(Stored data entries)
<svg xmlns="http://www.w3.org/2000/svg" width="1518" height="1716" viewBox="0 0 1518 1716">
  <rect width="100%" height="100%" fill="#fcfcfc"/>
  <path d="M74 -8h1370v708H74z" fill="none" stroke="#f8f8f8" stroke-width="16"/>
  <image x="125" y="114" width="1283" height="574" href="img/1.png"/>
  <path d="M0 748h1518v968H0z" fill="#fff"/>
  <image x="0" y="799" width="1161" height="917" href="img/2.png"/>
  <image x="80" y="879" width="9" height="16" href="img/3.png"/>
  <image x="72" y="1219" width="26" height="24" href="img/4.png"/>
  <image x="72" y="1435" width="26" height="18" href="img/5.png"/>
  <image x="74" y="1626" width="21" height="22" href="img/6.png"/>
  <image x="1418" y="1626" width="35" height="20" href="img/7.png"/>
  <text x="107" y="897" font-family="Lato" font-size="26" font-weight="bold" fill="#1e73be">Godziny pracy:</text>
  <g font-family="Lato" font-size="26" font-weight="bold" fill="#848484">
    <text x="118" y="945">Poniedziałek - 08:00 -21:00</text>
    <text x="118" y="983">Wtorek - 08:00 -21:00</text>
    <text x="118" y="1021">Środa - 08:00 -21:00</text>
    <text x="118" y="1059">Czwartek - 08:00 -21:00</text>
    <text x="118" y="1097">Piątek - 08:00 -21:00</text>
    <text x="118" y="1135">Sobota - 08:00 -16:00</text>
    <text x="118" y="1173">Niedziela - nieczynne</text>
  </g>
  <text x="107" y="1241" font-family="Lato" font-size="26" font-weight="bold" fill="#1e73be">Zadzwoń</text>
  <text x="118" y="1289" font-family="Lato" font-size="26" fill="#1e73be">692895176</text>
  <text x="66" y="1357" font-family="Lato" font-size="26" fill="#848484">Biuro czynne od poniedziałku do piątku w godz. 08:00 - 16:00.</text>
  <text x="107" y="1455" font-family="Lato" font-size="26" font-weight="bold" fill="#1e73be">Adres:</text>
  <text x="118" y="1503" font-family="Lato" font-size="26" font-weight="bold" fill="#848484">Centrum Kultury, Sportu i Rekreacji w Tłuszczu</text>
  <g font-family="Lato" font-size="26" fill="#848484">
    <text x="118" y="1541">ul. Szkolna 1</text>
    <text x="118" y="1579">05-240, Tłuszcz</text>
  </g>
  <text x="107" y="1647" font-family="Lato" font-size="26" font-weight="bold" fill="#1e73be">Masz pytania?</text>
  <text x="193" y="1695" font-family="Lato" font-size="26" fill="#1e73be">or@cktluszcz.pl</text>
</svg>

• To do:
Look over the entries above. Copy every line that contains the word "height".

• Response area:
<svg xmlns="http://www.w3.org/2000/svg" width="1518" height="1716" viewBox="0 0 1518 1716">
  <rect width="100%" height="100%" fill="#fcfcfc"/>
  <image x="125" y="114" width="1283" height="574" href="img/1.png"/>
  <image x="0" y="799" width="1161" height="917" href="img/2.png"/>
  <image x="80" y="879" width="9" height="16" href="img/3.png"/>
  <image x="72" y="1219" width="26" height="24" href="img/4.png"/>
  <image x="72" y="1435" width="26" height="18" href="img/5.png"/>
  <image x="74" y="1626" width="21" height="22" href="img/6.png"/>
  <image x="1418" y="1626" width="35" height="20" href="img/7.png"/>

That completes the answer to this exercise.